Hacking for Good: Unmasking Bias in AI Models at Def Con 2023

As an economic developer I don't usually find myself trying to hack AI models. But thanks to a recent partnership between Microsoft and Black Tech Street (BTS), with support from Tulsa Innovation Labs, that is exactly what I found myself doing in Las Vegas last week. Let me explain. 

I took up the gracious offer by BTS to join their contingent of more than 50 people attending the Def Con, the world’s largest gathering of hackers. As a member of the BTS delegation and Red team, our job was to prompt AI models to act harmfully. 

The models are built to screen for hate speech and harmful language while also trained to detect a multi-layered iteration of racism, bias and bigotry that is subtly embedded in human systems and the training data of the AI model. This was in partnership with the White House Office of Science and Technology Policy and SeedAI.
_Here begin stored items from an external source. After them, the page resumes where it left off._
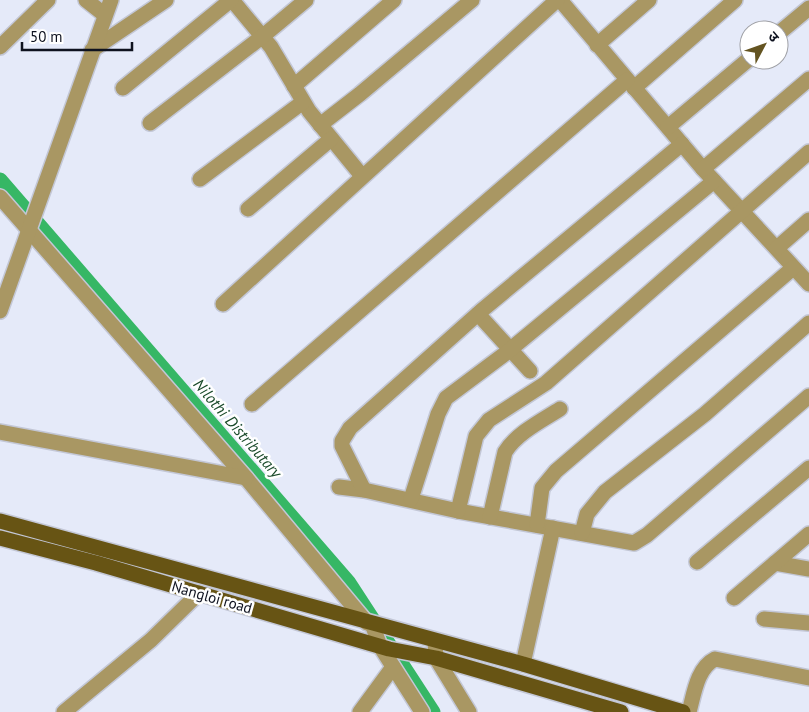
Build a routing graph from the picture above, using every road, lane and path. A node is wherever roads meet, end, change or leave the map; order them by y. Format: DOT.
graph roads {
  1 [pos="48,0"];
  2 [pos="86,0"];
  3 [pos="111,0"];
  4 [pos="166,0"];
  5 [pos="231,0"];
  6 [pos="306,0"];
  7 [pos="394,0"];
  8 [pos="472,0"];
  9 [pos="649,0"];
  10 [pos="735,0"];
  11 [pos="564,2"];
  12 [pos="809,8"];
  13 [pos="105,15"];
  14 [pos="789,25"];
  15 [pos="263,36"];
  16 [pos="597,45"];
  17 [pos="0,47"];
  18 [pos="92,50"];
  19 [pos="739,67"];
  20 [pos="809,79"];
  21 [pos="630,84"];
  22 [pos="294,86"];
  23 [pos="123,88"];
  24 [pos="303,102"];
  25 [pos="150,123"];
  26 [pos="320,124"];
  27 [pos="668,127"];
  28 [pos="331,139"];
  29 [pos="682,144"];
  30 [pos="809,152"];
  31 [pos="704,169"];
  32 [pos="362,176"];
  33 [pos="200,179"];
  34 [pos="714,181"];
  35 [pos="0,197"];
  36 [pos="248,209"];
  37 [pos="742,210"];
  38 [pos="809,220"];
  39 [pos="27,230"];
  40 [pos="777,248"];
  41 [pos="793,268"];
  42 [pos="809,284"];
  43 [pos="223,304"];
  44 [pos="0,311"];
  45 [pos="478,314"];
  46 [pos="809,323"];
  47 [pos="510,350"];
  48 [pos="530,371"];
  49 [pos="809,396"];
  50 [pos="252,404"];
  51 [pos="560,409"];
  52 [pos="0,432"];
  53 [pos="809,468"];
  54 [pos="246,478"];
  55 [pos="339,487"];
  56 [pos="364,490"];
  57 [pos="411,499"];
  58 [pos="458,511"];
  59 [pos="490,517"];
  60 [pos="0,520"];
  61 [pos="536,525"];
  62 [pos="553,528"];
  63 [pos="582,532"];
  64 [pos="809,534"];
  65 [pos="0,538"];
  66 [pos="697,562"];
  67 [pos="776,563"];
  68 [pos="809,569"];
  69 [pos="199,593"];
  70 [pos="734,598"];
  71 [pos="764,619"];
  72 [pos="809,623"];
  73 [pos="371,624"];
  74 [pos="434,641"];
  75 [pos="385,647"];
  76 [pos="430,657"];
  77 [pos="523,664"];
  78 [pos="393,667"];
  79 [pos="809,678"];
  80 [pos="596,709"];
  81 [pos="68,711"];
  82 [pos="360,712"];
  83 [pos="422,712"];
  84 [pos="469,712"];
  85 [pos="621,712"];
  86 [pos="683,712"];
  87 [pos="689,712"];
  1 -- 17 [label="street"];
  2 -- 13 [label="street"];
  3 -- 13 [label="street"];
  4 -- 18 [label="street"];
  5 -- 15 [label="street"];
  5 -- 23 [label="street"];
  6 -- 15 [label="street"];
  7 -- 22 [label="street"];
  8 -- 26 [label="street"];
  9 -- 16 [label="street"];
  10 -- 21 [label="street"];
  11 -- 16 [label="street"];
  11 -- 32 [label="street"];
  12 -- 14 [label="street"];
  13 -- 18 [label="street"];
  15 -- 22 [label="street"];
  15 -- 25 [label="street"];
  16 -- 21 [label="street"];
  18 -- 39 [label="street"];
  19 -- 27 [label="street"];
  20 -- 31 [label="street"];
  21 -- 27 [label="street"];
  21 -- 50 [label="street"];
  22 -- 24 [label="street"];
  24 -- 26 [label="street"];
  24 -- 33 [label="street"];
  26 -- 28 [label="street"];
  27 -- 29 [label="street"];
  28 -- 32 [label="street"];
  28 -- 36 [label="street"];
  29 -- 31 [label="street"];
  29 -- 45 [label="street"];
  30 -- 37 [label="street"];
  31 -- 34 [label="street"];
  32 -- 43 [label="street"];
  34 -- 37 [label="street"];
  34 -- 47 [label="street"];
  35 -- 39 [label="street"];
  37 -- 40 [label="street"];
  37 -- 58 [label="street"];
  38 -- 40 [label="street"];
  39 -- 44 [label="street"];
  39 -- 54 [label="street"];
  40 -- 41 [label="street"];
  41 -- 42 [label="street"];
  41 -- 61 [label="street"];
  45 -- 47 [label="street"];
  45 -- 56 [label="street"];
  46 -- 63 [label="street"];
  47 -- 48 [label="street"];
  47 -- 57 [label="street"];
  49 -- 63 [label="street"];
  51 -- 59 [label="street"];
  52 -- 54 [label="street"];
  53 -- 66 [label="street"];
  54 -- 73 [label="street"];
  55 -- 56 [label="street"];
  56 -- 57 [label="street"];
  57 -- 58 [label="street"];
  58 -- 59 [label="street"];
  59 -- 61 [label="street"];
  60 -- 73 [label="main road"];
  61 -- 62 [label="street"];
  62 -- 63 [label="street"];
  62 -- 77 [label="street"];
  64 -- 67 [label="street"];
  65 -- 69 [label="main road, Nangloi road"];
  67 -- 68 [label="street"];
  67 -- 70 [label="street"];
  69 -- 75 [label="main road, Nangloi road"];
  69 -- 81 [label="street"];
  71 -- 72 [label="street"];
  73 -- 74 [label="main road"];
  73 -- 75 [label="street"];
  74 -- 76 [label="street"];
  74 -- 77 [label="main road"];
  75 -- 76 [label="main road, Nangloi road"];
  75 -- 78 [label="street"];
  76 -- 80 [label="main road, Nangloi road"];
  76 -- 84 [label="street"];
  77 -- 86 [label="main road"];
  78 -- 82 [label="street"];
  78 -- 83 [label="street"];
  79 -- 87 [label="street"];
  80 -- 85 [label="main road, Nangloi road"];
}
Preparing for Def Con was weird. I spent days trying to figure out how I would secure my devices from getting hacked and considered buying a burner phone a couple of times. It’s custom at Def Con is to embarrass the “sheep” by hacking them and posting their username and password on a large interactive display board, known as the “wall of sheep.” Likewise, cash is always King at Def Con because anything that can be hacked will be hacked, so I had a wad of cash with me at all times.

I immediately plunged into the action at the AI village where my fellow delegates brainstormed and created interesting prompts to trip up the AI model. While I tried and failed a few times, I could hear others in the back of the room cheering their success. 

Our jobs were to find flaws in the AI model, which is an interesting way to generate feedback to redoubt this nascent technology. I tried my best to prompt the model to retrieve personal data, but it did a good job of resisting my prompts. 

Red teaming is a common method for revealing vulnerabilities in software, and I think that this approach of massifying and diversifying the prompts will prove effective and efficient in revealing the embedded bias in the AM models’ data. The potential for artificial intelligence to transform various aspects of human life is immense. However, the impact depends on intentional design that prioritizes human wellbeing. If properly designed, AI can contribute to an equitable redesign of human systems. Conversely, poor design can lead to significant harm due to foundational bias. 

A significant takeaway from this experience is the need to mainstream, diversify, scale, and incentivize efforts to expose vulnerabilities in AI models. Fundamentally, it’s GIGO: Garbage In, Garbage Out. If the dataset we use to train AI models reflects the historic injustice that minority groups have suffered in our society, then we have just successfully bequeathed our discriminatory practices to AI. 

This is a clear and present danger for AI and it underscores why BTS had one of the largest delegations at Def Con this year. It is also why TIL is building our cyber and data community in the shadow of the historic Greenwood neighborhood and “Black Wall Street.” Our approach is to build along with the whole community, not for the community. 

Ladies and gentlemen, I returned home from the conference with my dignity intact! My name was not one of the 2,000 people whose hacked details were displayed on the “wall of sheep.”